◆ TASK DESCRIPTION:
For every line in the data below that contains "Which", copy the line.

◆ RECORDS FOR THIS TASK:
= = = = = = =

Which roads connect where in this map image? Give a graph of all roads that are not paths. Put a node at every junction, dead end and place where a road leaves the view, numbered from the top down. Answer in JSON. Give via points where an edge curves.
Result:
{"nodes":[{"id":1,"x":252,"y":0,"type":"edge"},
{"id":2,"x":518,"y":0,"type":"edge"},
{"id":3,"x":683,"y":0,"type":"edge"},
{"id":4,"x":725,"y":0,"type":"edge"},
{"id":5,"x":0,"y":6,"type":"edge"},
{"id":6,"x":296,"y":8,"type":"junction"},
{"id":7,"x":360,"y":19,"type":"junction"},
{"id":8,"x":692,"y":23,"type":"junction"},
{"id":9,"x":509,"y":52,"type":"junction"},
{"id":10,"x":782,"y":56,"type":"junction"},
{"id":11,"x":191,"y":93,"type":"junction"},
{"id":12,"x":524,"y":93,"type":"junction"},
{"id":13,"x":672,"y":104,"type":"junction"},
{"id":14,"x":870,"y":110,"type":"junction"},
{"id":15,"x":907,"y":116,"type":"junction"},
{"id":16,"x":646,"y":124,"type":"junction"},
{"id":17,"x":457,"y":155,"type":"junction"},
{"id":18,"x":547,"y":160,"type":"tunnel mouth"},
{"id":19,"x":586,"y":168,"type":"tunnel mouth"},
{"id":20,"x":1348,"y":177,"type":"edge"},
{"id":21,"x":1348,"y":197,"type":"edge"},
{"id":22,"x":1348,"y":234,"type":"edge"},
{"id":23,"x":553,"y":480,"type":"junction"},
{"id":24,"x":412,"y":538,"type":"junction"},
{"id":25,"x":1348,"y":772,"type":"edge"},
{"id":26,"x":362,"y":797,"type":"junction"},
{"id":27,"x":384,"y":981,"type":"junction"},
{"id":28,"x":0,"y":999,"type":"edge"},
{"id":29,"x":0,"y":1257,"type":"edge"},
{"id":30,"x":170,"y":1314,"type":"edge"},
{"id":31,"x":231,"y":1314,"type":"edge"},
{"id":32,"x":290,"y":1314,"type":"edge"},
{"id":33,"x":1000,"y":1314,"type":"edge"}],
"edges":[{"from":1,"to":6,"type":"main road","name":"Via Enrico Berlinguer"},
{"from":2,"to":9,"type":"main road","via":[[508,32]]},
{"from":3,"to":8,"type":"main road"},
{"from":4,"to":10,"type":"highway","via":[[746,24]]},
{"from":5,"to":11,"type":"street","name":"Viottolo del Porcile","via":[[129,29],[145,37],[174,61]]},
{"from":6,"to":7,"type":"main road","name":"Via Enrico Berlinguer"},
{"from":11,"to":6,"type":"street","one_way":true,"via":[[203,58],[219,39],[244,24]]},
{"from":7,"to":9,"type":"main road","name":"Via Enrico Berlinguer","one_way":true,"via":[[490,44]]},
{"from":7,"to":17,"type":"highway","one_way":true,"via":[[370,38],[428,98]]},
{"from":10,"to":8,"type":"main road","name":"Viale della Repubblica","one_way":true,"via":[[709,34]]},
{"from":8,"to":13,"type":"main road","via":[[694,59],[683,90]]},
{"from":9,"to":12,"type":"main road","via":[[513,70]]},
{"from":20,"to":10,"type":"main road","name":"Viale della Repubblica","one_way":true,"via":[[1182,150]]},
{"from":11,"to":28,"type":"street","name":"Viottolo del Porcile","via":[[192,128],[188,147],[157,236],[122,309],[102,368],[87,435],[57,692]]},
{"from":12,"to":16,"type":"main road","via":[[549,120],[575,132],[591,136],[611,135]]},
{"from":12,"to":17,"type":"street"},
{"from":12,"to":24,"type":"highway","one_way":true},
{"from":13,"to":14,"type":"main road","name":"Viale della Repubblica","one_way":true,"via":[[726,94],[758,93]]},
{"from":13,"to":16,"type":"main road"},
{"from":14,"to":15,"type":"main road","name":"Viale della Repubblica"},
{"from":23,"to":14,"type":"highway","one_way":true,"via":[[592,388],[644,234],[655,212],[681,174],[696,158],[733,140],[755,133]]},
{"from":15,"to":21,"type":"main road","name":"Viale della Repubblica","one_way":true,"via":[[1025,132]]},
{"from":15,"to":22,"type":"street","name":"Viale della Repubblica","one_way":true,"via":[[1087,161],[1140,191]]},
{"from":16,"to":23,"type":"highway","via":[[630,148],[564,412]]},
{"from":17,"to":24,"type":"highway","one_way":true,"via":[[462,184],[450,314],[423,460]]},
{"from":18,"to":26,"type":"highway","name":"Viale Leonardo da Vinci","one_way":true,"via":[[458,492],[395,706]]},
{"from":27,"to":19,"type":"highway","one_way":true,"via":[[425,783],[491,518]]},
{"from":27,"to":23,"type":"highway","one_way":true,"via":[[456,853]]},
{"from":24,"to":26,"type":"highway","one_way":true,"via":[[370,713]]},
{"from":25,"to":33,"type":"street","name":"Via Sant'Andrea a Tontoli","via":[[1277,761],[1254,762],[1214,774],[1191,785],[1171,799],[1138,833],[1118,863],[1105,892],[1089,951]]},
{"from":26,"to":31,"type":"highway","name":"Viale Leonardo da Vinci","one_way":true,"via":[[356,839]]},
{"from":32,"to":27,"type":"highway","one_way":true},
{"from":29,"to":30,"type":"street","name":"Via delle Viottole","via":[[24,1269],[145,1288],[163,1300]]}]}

= = = = = = =

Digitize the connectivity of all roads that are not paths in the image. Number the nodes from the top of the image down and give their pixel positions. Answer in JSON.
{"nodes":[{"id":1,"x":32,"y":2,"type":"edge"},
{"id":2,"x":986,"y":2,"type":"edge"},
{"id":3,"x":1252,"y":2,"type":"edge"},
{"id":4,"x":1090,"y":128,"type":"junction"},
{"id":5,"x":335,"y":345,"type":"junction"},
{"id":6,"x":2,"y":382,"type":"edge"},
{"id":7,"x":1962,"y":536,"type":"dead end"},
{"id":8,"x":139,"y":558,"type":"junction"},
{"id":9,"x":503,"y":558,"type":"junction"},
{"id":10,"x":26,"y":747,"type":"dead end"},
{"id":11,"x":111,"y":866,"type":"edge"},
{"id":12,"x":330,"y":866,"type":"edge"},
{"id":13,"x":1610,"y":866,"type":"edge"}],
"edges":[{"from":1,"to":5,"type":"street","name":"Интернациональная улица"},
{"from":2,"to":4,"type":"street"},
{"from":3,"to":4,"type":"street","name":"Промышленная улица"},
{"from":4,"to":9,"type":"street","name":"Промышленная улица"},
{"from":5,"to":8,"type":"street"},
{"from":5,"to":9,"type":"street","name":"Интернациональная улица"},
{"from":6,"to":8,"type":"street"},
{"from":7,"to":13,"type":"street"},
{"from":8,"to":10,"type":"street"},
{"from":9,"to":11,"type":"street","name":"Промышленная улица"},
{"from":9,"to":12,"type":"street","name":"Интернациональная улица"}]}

= = = = = = =

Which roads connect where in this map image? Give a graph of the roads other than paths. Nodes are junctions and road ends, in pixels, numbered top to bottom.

= = = = = = =

◆ WRITTEN REPLY:
Which roads connect where in this map image? Give a graph of all roads that are not paths. Put a node at every junction, dead end and place where a road leaves the view, numbered from the top down. Answer in JSON. Give via points where an edge curves.
Which roads connect where in this map image? Give a graph of the roads other than paths. Nodes are junctions and road ends, in pixels, numbered top to bottom.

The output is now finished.